- **Dataset content**
==============================

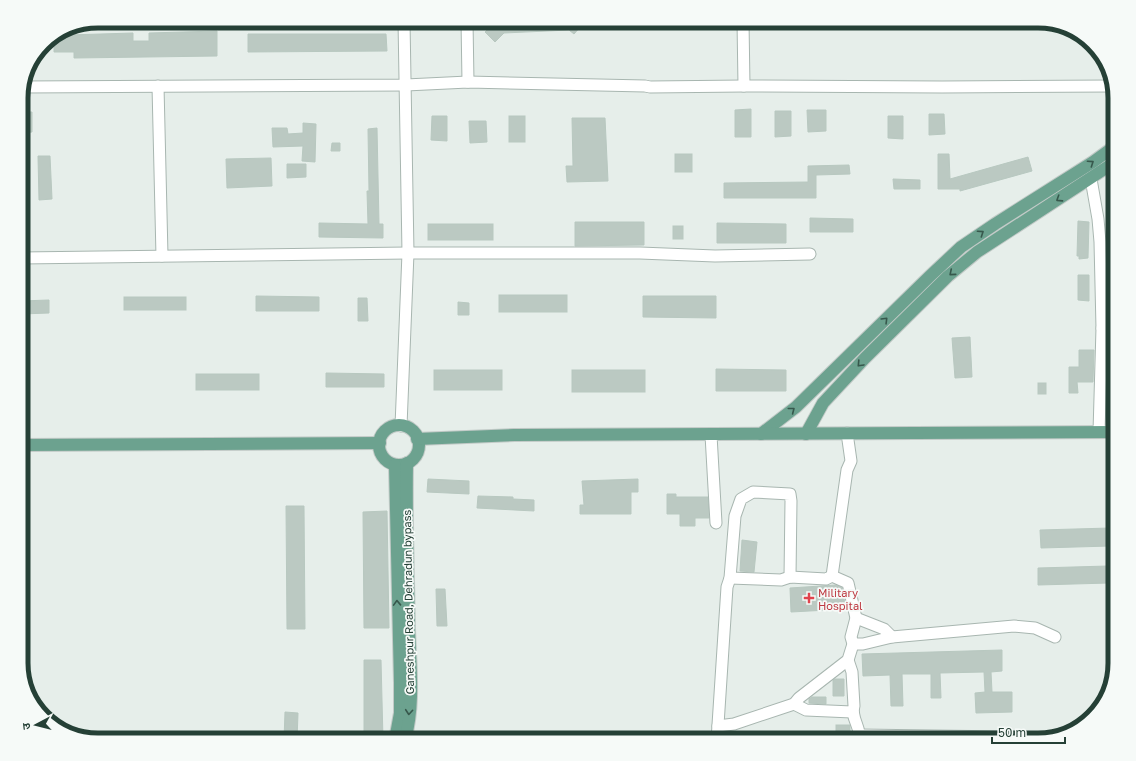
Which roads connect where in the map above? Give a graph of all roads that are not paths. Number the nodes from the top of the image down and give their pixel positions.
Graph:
1 (404, 28) edge
2 (467, 28) edge
3 (743, 28) edge
4 (468, 82) junction
5 (406, 85) junction
6 (158, 86) junction
7 (744, 86) junction
8 (1107, 86) edge
9 (29, 87) edge
10 (1108, 151) edge
11 (1108, 167) edge
12 (1091, 179) junction
13 (408, 254) junction
14 (810, 254) dead end
15 (162, 256) junction
16 (28, 258) edge
17 (1108, 325) edge
18 (1102, 328) junction
19 (401, 426) junction
20 (1099, 432) junction
21 (1108, 432) edge
22 (848, 433) junction
23 (761, 434) junction
24 (806, 434) junction
25 (711, 435) junction
26 (417, 439) junction
27 (380, 443) junction
28 (28, 445) edge
29 (407, 463) junction
30 (394, 464) junction
31 (716, 523) dead end
32 (832, 576) junction
33 (790, 577) junction
34 (730, 578) junction
35 (856, 618) junction
36 (892, 637) junction
37 (1055, 637) dead end
38 (853, 644) junction
39 (848, 660) junction
40 (794, 704) junction
41 (852, 712) junction
42 (718, 726) junction
43 (396, 733) edge
44 (407, 733) edge
45 (718, 733) edge
46 (858, 733) edge

1 - 5 street
2 - 4 street
3 - 7 street
4 - 5 street
4 - 7 street
5 - 6 street
5 - 13 street
6 - 9 street
6 - 15 street
7 - 8 street
23 -> 10 main road
11 - 12 main road
12 - 18 street
12 -> 24 main road
13 - 14 street
13 - 15 street
13 - 19 street
15 - 16 street
17 - 18 street
18 - 20 street
19 - 26 main road
19 - 27 main road
20 - 21 main road
20 - 22 main road
22 - 24 main road
22 - 32 street
23 - 24 main road
23 - 25 main road
25 - 26 main road
25 - 31 street
26 - 29 main road
27 - 28 main road
27 - 30 main road
29 - 30 main road
29 -> 44 main road, Ganeshpur Road, Dehradun bypass
43 -> 30 main road
32 - 33 street
32 - 35 street
33 - 34 street
33 - 34 street
34 - 42 street
35 - 36 street
35 - 38 street
36 - 37 street
36 - 38 street
38 - 39 street
39 - 40 street
39 - 41 street
40 - 41 street
40 - 42 street
41 - 46 street
42 - 45 street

==============================

- **Brief**
Everything above except the pictures needs to be reproduced exactly.

- **Result for this exercise**
Which roads connect where in the map above? Give a graph of all roads that are not paths. Number the nodes from the top of the image down and give their pixel positions.
Graph:
1 (404, 28) edge
2 (467, 28) edge
3 (743, 28) edge
4 (468, 82) junction
5 (406, 85) junction
6 (158, 86) junction
7 (744, 86) junction
8 (1107, 86) edge
9 (29, 87) edge
10 (1108, 151) edge
11 (1108, 167) edge
12 (1091, 179) junction
13 (408, 254) junction
14 (810, 254) dead end
15 (162, 256) junction
16 (28, 258) edge
17 (1108, 325) edge
18 (1102, 328) junction
19 (401, 426) junction
20 (1099, 432) junction
21 (1108, 432) edge
22 (848, 433) junction
23 (761, 434) junction
24 (806, 434) junction
25 (711, 435) junction
26 (417, 439) junction
27 (380, 443) junction
28 (28, 445) edge
29 (407, 463) junction
30 (394, 464) junction
31 (716, 523) dead end
32 (832, 576) junction
33 (790, 577) junction
34 (730, 578) junction
35 (856, 618) junction
36 (892, 637) junction
37 (1055, 637) dead end
38 (853, 644) junction
39 (848, 660) junction
40 (794, 704) junction
41 (852, 712) junction
42 (718, 726) junction
43 (396, 733) edge
44 (407, 733) edge
45 (718, 733) edge
46 (858, 733) edge

1 - 5 street
2 - 4 street
3 - 7 street
4 - 5 street
4 - 7 street
5 - 6 street
5 - 13 street
6 - 9 street
6 - 15 street
7 - 8 street
23 -> 10 main road
11 - 12 main road
12 - 18 street
12 -> 24 main road
13 - 14 street
13 - 15 street
13 - 19 street
15 - 16 street
17 - 18 street
18 - 20 street
19 - 26 main road
19 - 27 main road
20 - 21 main road
20 - 22 main road
22 - 24 main road
22 - 32 street
23 - 24 main road
23 - 25 main road
25 - 26 main road
25 - 31 street
26 - 29 main road
27 - 28 main road
27 - 30 main road
29 - 30 main road
29 -> 44 main road, Ganeshpur Road, Dehradun bypass
43 -> 30 main road
32 - 33 street
32 - 35 street
33 - 34 street
33 - 34 street
34 - 42 street
35 - 36 street
35 - 38 street
36 - 37 street
36 - 38 street
38 - 39 street
39 - 40 street
39 - 41 street
40 - 41 street
40 - 42 street
41 - 46 street
42 - 45 street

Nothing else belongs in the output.